Accompanying these sneakers are two oil paintings by Bertram Brooker (1888-1955), the self-taught British-born Toronto painter. Brooker painted many pairs of shoes and boots during his career, and in these two examples − Ski Boots (Ski Poles) (1936) and Shoes (1934/35) − the shoes are imbued with the presence of the people who had owned them, the worn leather molded to the shape of someone's feet. Adjacent to them and powerfully evoking loss is a small photograph by artist and musician Patti Smith, of the slippers — now empty —  that belonged to her beloved friend, the late artist Robert Mapplethorpe. There is a familiar beauty in these worn, commonplace items—a sense of life paused.

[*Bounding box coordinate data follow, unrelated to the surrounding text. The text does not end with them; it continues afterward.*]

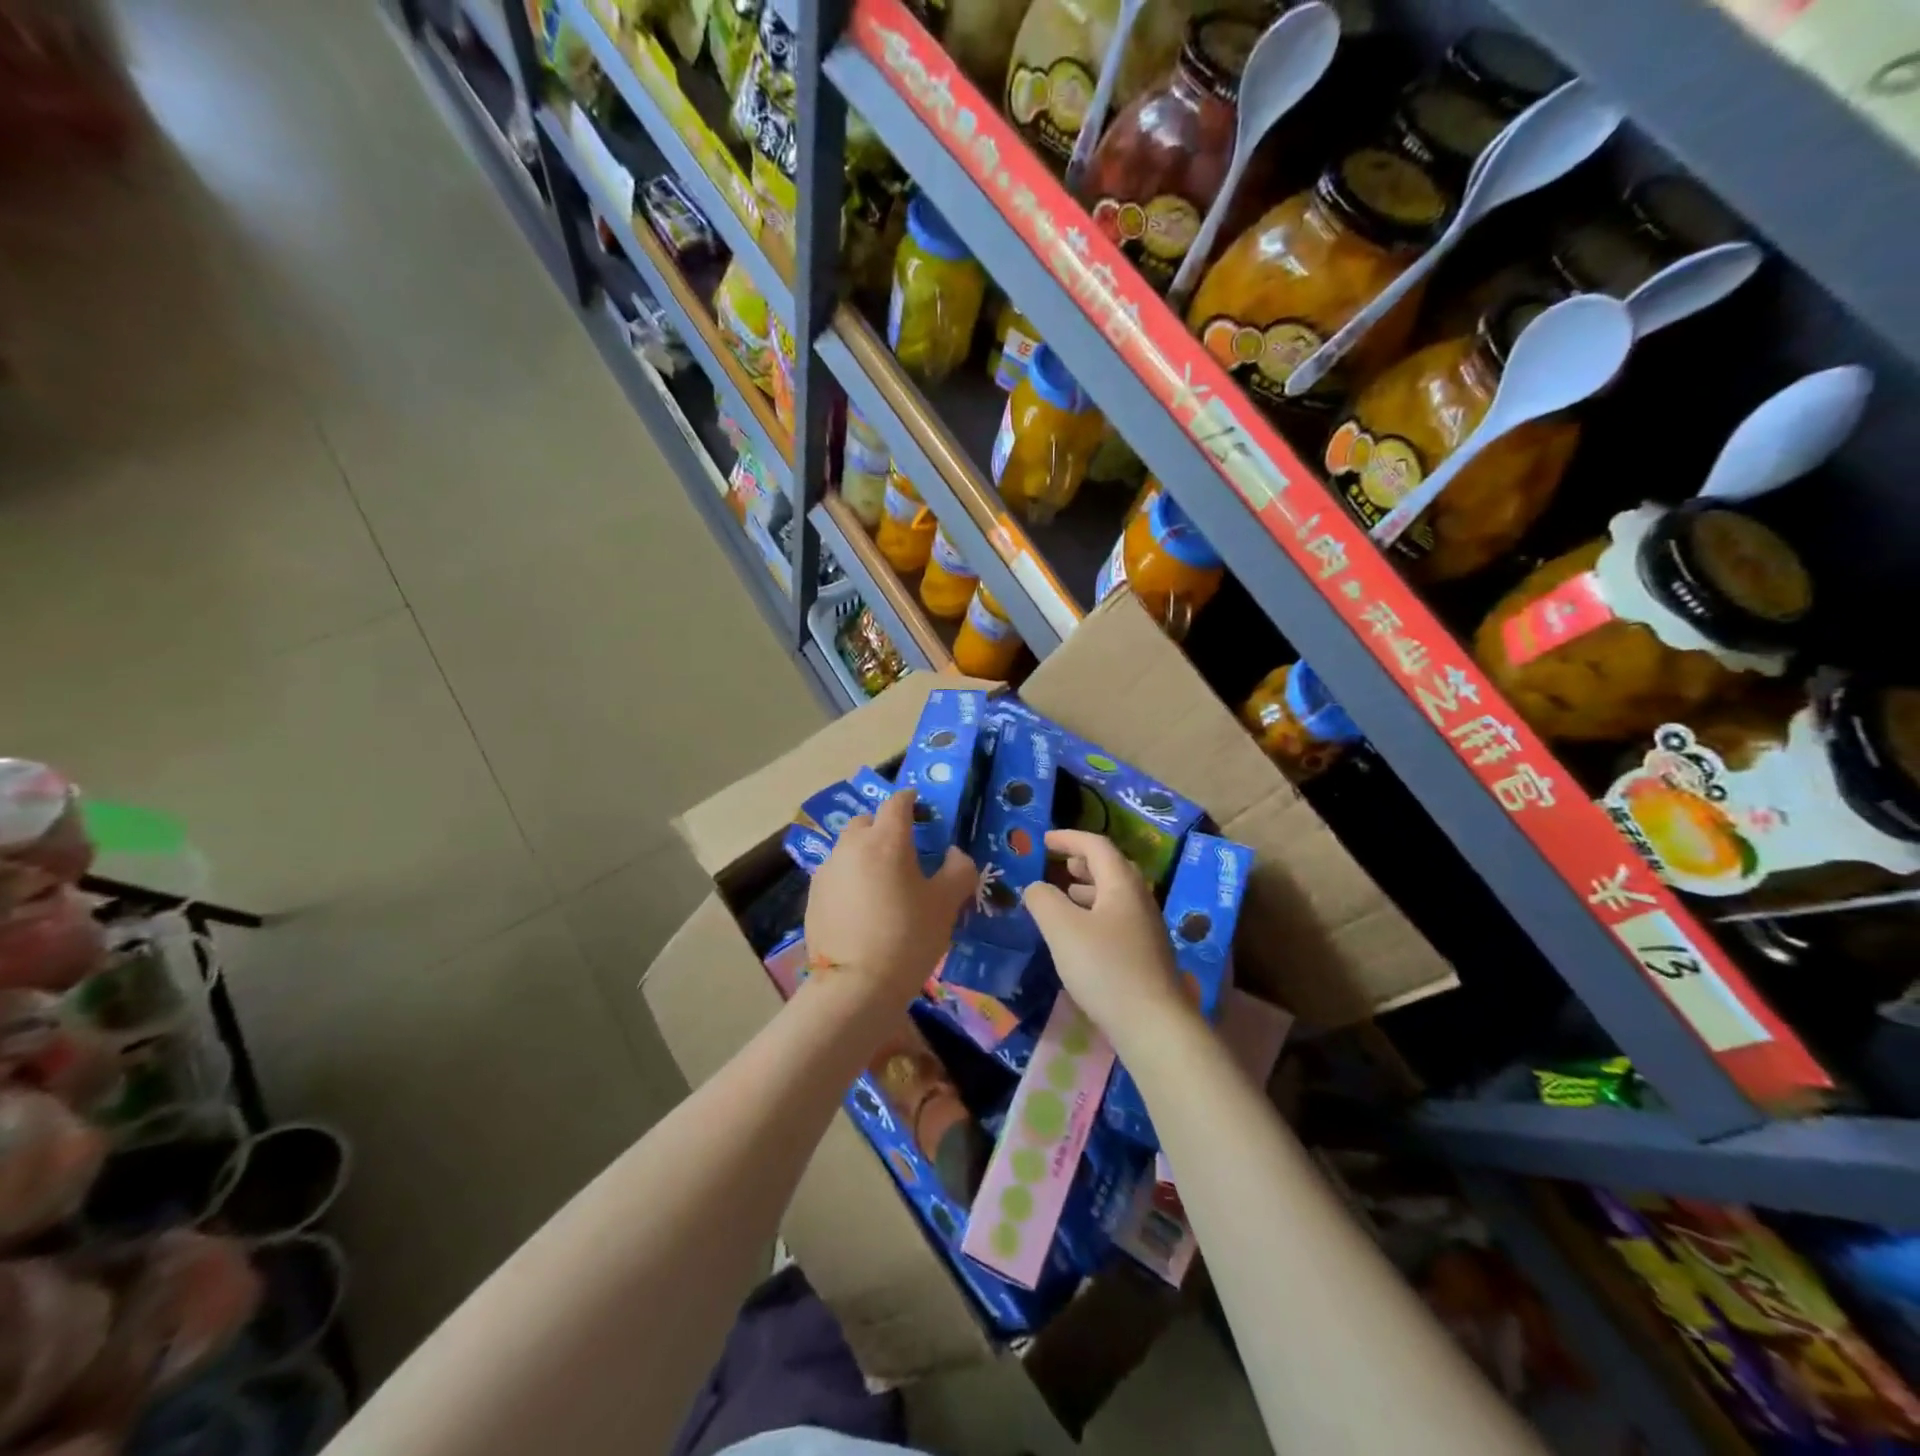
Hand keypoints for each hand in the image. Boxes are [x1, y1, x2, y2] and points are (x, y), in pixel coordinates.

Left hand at [804, 789, 974, 1013]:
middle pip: (867, 821)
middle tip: (904, 849)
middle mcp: (851, 846)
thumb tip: (955, 854)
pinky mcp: (813, 896)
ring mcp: (828, 871)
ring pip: (848, 848)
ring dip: (865, 853)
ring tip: (882, 880)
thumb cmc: (908, 937)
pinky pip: (836, 874)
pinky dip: (850, 877)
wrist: (855, 986)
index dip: (911, 800)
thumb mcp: (946, 904)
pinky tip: (862, 905)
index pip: (897, 803)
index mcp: (886, 840)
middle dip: (884, 826)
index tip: (920, 807)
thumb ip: (958, 870)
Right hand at [1023, 830, 1188, 1052]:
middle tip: (1060, 864)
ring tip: (1068, 894)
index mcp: (1122, 884)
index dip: (1069, 838)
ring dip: (1090, 888)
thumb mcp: (1062, 928)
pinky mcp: (1147, 954)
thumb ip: (1043, 900)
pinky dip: (1096, 912)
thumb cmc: (1105, 967)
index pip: (1096, 846)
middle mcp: (1140, 899)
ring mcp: (1147, 928)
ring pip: (1116, 895)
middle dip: (1084, 861)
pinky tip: (1082, 935)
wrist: (1153, 1024)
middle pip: (1112, 867)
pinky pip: (1118, 918)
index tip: (1044, 840)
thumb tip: (1036, 887)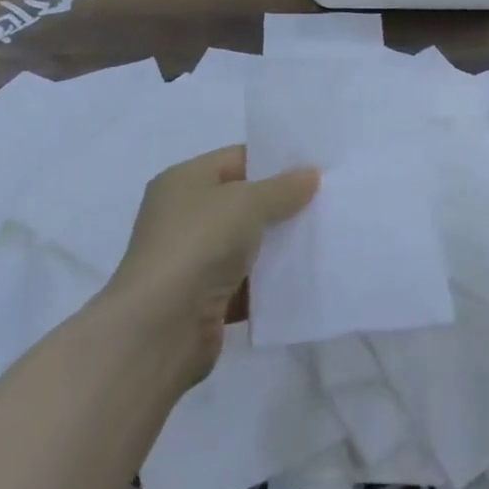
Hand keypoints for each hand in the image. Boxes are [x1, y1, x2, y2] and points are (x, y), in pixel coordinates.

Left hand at [117, 146, 316, 387]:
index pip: (238, 159)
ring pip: (249, 244)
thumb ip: (282, 188)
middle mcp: (184, 216)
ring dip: (281, 244)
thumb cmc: (198, 246)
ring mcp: (194, 260)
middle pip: (245, 202)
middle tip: (329, 200)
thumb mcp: (247, 203)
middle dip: (284, 203)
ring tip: (327, 236)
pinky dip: (272, 281)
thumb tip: (310, 174)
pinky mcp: (206, 300)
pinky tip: (308, 276)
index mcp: (184, 181)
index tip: (317, 167)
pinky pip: (249, 283)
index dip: (276, 161)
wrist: (159, 329)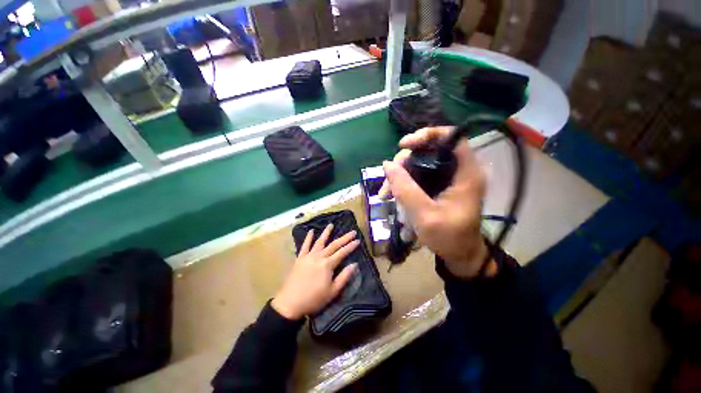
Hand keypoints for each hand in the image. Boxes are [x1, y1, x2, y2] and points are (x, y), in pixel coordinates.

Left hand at [272, 224, 358, 319]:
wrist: (290, 303)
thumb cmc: (314, 299)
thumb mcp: (333, 291)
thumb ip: (344, 277)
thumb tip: (354, 264)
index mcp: (328, 264)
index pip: (342, 252)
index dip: (351, 246)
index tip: (358, 240)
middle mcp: (319, 257)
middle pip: (334, 245)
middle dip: (344, 238)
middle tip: (352, 231)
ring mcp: (308, 256)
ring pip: (319, 242)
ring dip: (326, 233)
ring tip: (331, 225)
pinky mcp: (300, 258)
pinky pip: (305, 246)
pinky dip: (308, 238)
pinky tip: (311, 231)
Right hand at [379, 127, 495, 278]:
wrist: (460, 254)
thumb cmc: (449, 238)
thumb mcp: (425, 216)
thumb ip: (406, 189)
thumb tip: (387, 164)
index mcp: (466, 173)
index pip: (451, 138)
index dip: (426, 135)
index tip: (403, 146)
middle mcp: (458, 170)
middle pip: (428, 150)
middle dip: (404, 163)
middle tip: (388, 180)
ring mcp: (447, 178)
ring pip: (419, 164)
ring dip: (399, 175)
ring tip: (384, 194)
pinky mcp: (438, 185)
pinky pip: (417, 176)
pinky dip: (403, 183)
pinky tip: (391, 195)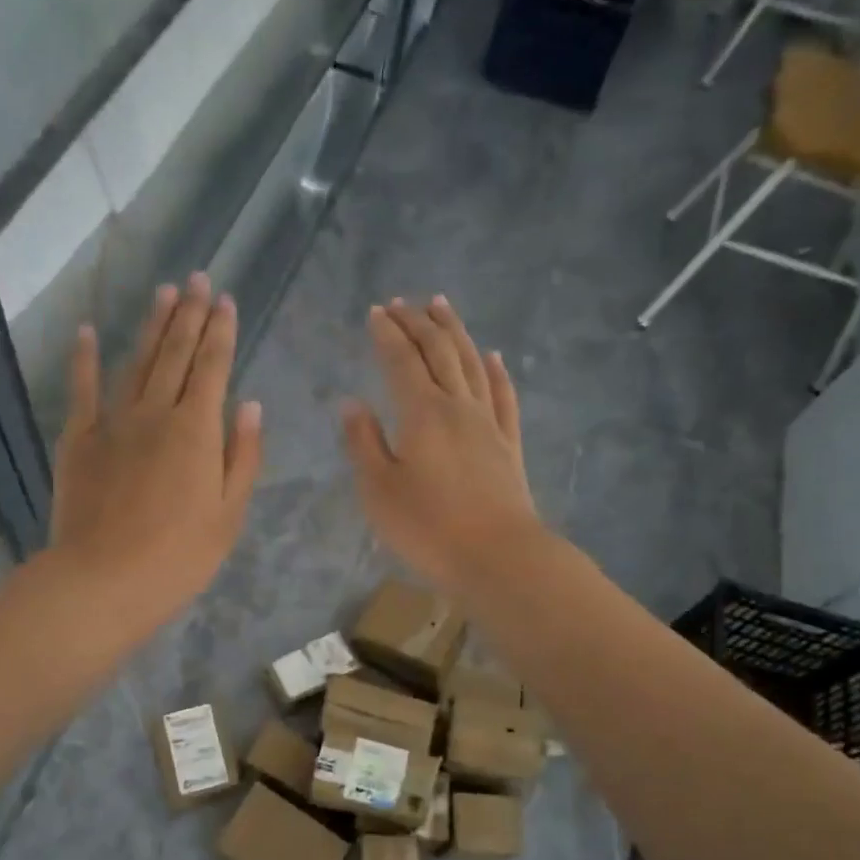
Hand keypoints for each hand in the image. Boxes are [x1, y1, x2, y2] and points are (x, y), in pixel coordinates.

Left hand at [50, 273, 262, 619]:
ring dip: (152, 326)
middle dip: (190, 314)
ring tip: (164, 293)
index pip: (213, 367)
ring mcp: (112, 422)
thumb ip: (242, 457)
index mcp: (197, 431)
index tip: (226, 301)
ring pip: (137, 362)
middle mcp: (155, 413)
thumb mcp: (228, 515)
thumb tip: (250, 405)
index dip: (221, 332)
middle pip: (176, 354)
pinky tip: (89, 331)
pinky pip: (82, 389)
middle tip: (198, 279)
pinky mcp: (78, 439)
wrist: (104, 580)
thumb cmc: (179, 557)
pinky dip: (85, 358)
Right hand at [341, 297, 539, 593]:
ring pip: (472, 363)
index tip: (376, 312)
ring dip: (455, 332)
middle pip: (440, 351)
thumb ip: (363, 443)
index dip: (387, 334)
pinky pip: (503, 396)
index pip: (401, 361)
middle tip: (402, 303)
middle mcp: (458, 406)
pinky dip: (496, 371)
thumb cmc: (428, 528)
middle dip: (418, 323)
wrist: (498, 557)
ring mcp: (488, 423)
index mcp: (422, 413)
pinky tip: (493, 356)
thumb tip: (351, 403)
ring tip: (442, 306)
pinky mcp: (508, 444)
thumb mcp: (378, 490)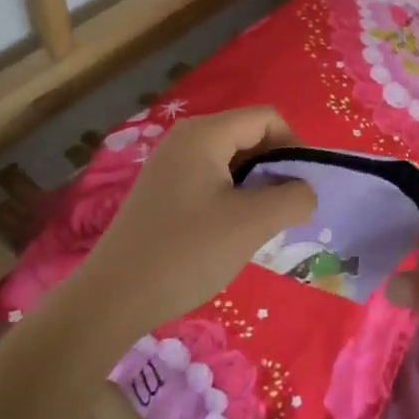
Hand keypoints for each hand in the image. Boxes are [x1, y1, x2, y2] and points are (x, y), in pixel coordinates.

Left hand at [63, 107, 313, 342]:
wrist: (112, 299)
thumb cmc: (186, 253)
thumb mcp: (252, 224)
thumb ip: (293, 198)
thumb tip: (306, 192)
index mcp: (205, 133)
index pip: (268, 119)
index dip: (294, 148)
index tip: (300, 191)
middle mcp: (186, 138)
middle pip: (249, 136)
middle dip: (274, 170)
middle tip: (282, 213)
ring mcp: (170, 164)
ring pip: (232, 161)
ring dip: (254, 188)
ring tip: (257, 227)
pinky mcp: (162, 191)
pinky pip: (211, 179)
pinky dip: (231, 198)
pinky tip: (228, 234)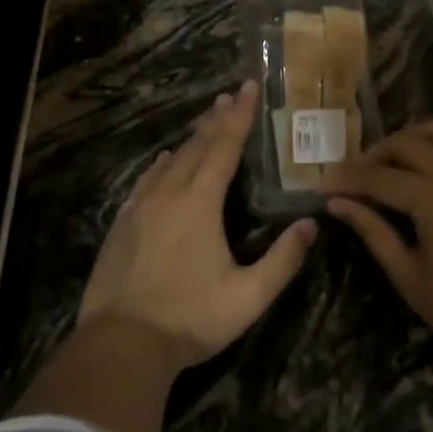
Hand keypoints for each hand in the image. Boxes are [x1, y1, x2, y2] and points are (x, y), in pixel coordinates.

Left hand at [78, 79, 316, 368]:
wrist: (121, 343)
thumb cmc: (191, 318)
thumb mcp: (249, 296)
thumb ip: (283, 259)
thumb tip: (310, 224)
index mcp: (200, 203)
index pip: (224, 148)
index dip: (238, 117)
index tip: (247, 88)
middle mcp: (168, 194)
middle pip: (196, 147)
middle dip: (216, 120)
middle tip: (229, 95)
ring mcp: (139, 208)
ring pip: (168, 162)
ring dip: (190, 140)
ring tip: (204, 124)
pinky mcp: (122, 224)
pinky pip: (145, 181)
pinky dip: (160, 166)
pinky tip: (162, 163)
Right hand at [324, 119, 432, 383]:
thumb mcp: (409, 276)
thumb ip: (373, 231)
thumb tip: (337, 203)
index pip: (378, 176)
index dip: (346, 179)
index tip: (322, 186)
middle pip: (406, 143)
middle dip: (372, 155)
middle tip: (352, 179)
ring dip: (408, 141)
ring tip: (388, 167)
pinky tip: (423, 175)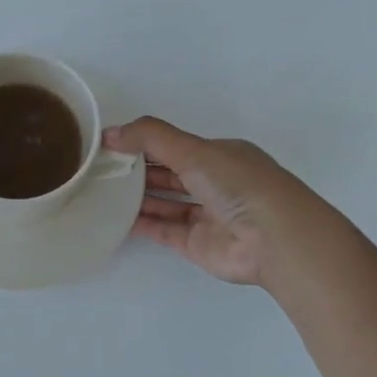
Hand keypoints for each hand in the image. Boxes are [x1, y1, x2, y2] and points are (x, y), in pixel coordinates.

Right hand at [106, 116, 339, 288]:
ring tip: (103, 191)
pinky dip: (143, 224)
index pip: (177, 146)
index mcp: (220, 155)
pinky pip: (165, 230)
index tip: (111, 144)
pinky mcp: (198, 244)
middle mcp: (215, 183)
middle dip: (139, 170)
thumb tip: (109, 132)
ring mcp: (207, 215)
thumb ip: (150, 137)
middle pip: (170, 173)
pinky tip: (116, 218)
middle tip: (101, 168)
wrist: (275, 239)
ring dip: (139, 197)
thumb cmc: (238, 184)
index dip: (145, 143)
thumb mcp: (193, 149)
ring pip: (167, 202)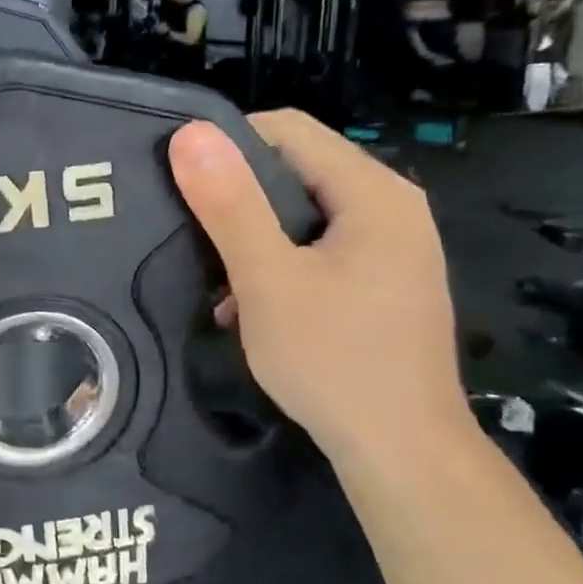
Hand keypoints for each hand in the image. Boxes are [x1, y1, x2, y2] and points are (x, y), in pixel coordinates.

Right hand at [169, 112, 469, 469]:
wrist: (401, 453)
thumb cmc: (333, 360)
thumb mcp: (268, 280)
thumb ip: (230, 205)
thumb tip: (192, 134)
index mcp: (373, 193)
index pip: (288, 130)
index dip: (227, 146)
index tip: (181, 183)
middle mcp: (391, 207)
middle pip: (296, 169)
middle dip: (236, 195)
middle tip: (189, 230)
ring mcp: (391, 246)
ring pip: (301, 212)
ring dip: (251, 235)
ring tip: (212, 273)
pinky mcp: (381, 280)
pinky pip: (317, 247)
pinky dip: (277, 262)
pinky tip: (245, 304)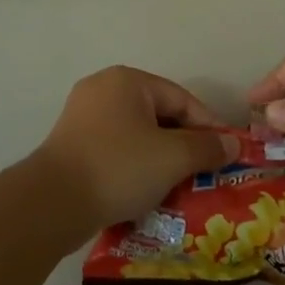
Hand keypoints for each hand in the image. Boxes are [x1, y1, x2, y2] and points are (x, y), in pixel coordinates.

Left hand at [33, 66, 240, 228]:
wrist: (52, 203)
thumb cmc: (118, 167)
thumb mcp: (172, 157)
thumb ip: (207, 147)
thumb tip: (233, 144)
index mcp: (127, 80)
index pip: (181, 99)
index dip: (209, 126)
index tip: (227, 153)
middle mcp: (103, 89)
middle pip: (159, 115)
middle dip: (184, 145)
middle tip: (205, 172)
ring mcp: (83, 117)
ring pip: (138, 135)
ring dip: (160, 159)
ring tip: (180, 185)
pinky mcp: (72, 145)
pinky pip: (116, 150)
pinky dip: (135, 167)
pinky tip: (147, 191)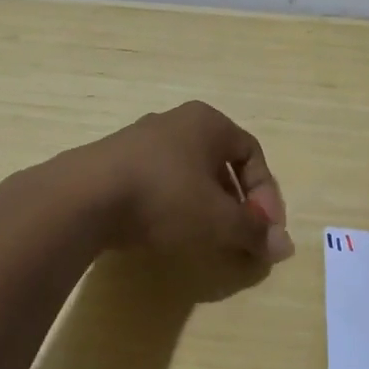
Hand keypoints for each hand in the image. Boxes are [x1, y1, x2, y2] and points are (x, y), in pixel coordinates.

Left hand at [77, 101, 294, 262]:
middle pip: (221, 162)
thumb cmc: (164, 197)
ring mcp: (141, 140)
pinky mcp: (114, 162)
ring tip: (206, 238)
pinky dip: (173, 205)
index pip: (252, 153)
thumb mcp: (218, 219)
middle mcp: (176, 122)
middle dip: (237, 202)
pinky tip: (167, 231)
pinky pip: (159, 181)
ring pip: (189, 173)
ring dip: (206, 205)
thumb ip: (253, 231)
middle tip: (240, 235)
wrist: (83, 198)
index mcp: (208, 122)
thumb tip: (285, 246)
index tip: (265, 230)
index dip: (266, 194)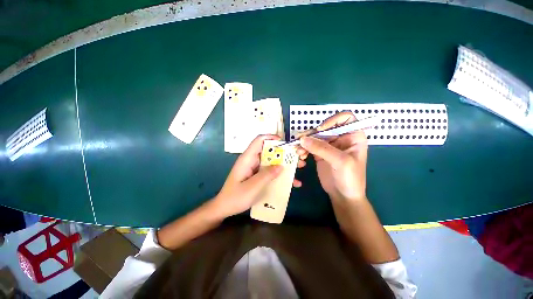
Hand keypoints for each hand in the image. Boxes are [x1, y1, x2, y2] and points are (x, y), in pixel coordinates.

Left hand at [213, 135, 305, 217]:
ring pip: (272, 161)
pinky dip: (280, 175)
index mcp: (248, 158)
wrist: (225, 208)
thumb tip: (281, 166)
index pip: (259, 140)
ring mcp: (256, 168)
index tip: (285, 143)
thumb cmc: (236, 197)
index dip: (272, 138)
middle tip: (298, 158)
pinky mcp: (258, 176)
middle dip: (284, 153)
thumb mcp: (252, 187)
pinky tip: (292, 183)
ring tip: (299, 167)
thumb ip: (267, 175)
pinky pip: (271, 172)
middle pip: (269, 151)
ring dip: (285, 164)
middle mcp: (252, 160)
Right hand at [300, 112, 367, 201]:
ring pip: (315, 137)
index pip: (345, 118)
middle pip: (325, 128)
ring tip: (299, 151)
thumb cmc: (350, 178)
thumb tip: (302, 139)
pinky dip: (303, 149)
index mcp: (353, 136)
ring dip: (305, 142)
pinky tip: (301, 156)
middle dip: (312, 134)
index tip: (321, 129)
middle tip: (300, 140)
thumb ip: (322, 148)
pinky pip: (309, 146)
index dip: (333, 120)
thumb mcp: (340, 161)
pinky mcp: (319, 153)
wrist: (343, 195)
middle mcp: (341, 138)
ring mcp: (329, 146)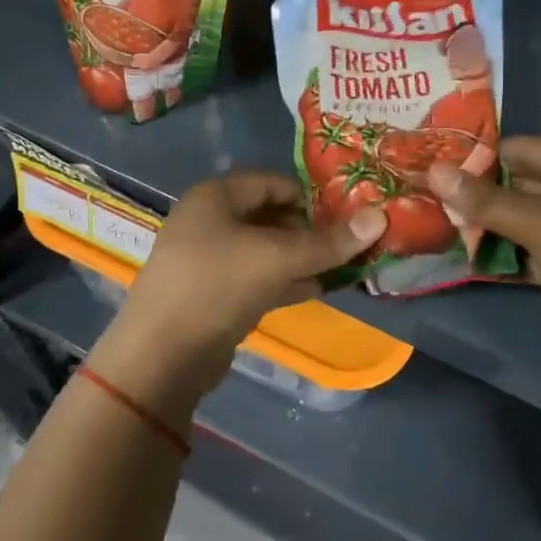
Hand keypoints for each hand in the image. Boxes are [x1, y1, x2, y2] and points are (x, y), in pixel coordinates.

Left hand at [90, 172, 384, 418]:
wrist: (160, 358)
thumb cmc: (217, 286)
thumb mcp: (277, 259)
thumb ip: (329, 241)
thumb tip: (380, 216)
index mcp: (216, 197)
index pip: (275, 182)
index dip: (312, 196)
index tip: (349, 215)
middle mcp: (209, 220)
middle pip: (271, 215)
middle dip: (311, 231)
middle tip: (349, 245)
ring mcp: (209, 258)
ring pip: (266, 249)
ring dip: (302, 258)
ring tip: (342, 268)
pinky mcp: (213, 293)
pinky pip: (256, 277)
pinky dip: (284, 280)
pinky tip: (316, 289)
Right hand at [428, 138, 540, 387]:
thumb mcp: (540, 223)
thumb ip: (485, 200)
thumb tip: (433, 171)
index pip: (525, 148)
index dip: (482, 155)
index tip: (437, 163)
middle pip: (523, 183)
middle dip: (480, 192)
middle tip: (430, 195)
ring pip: (524, 218)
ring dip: (488, 223)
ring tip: (438, 222)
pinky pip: (530, 248)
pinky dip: (503, 251)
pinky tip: (466, 254)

These Nike Air Jordan Is were generously donated to the Bata Shoe Museum by a Toronto collector named Chris Cockerham. We reached out to him to find out more. 

AGOinsider: Can you tell us how these shoes came into your possession?  

Cockerham:  It is not glamorous. I was looking through eBay with broad word searches.

AGOinsider:  What associations do you have with these shoes? 

Cockerham: When I was a teenager, the kids that rode skateboards wore these shoes, not just the basketball players.

AGOinsider:  Collecting is a human impulse. Do you collect other things? Why do you think we do it? 

Cockerham: Yes, I like to collect things. Mostly it is about a connection to the past.

AGOinsider:  What prompted you to donate them to the Bata Shoe Museum?

Cockerham: So everyone could have them.

AGOinsider: The expression, “You don’t know anyone until you walk a mile in their shoes.” seems apt here. What do shoes tell you about a person?

Cockerham: We are all different, even if we wear the same shoes.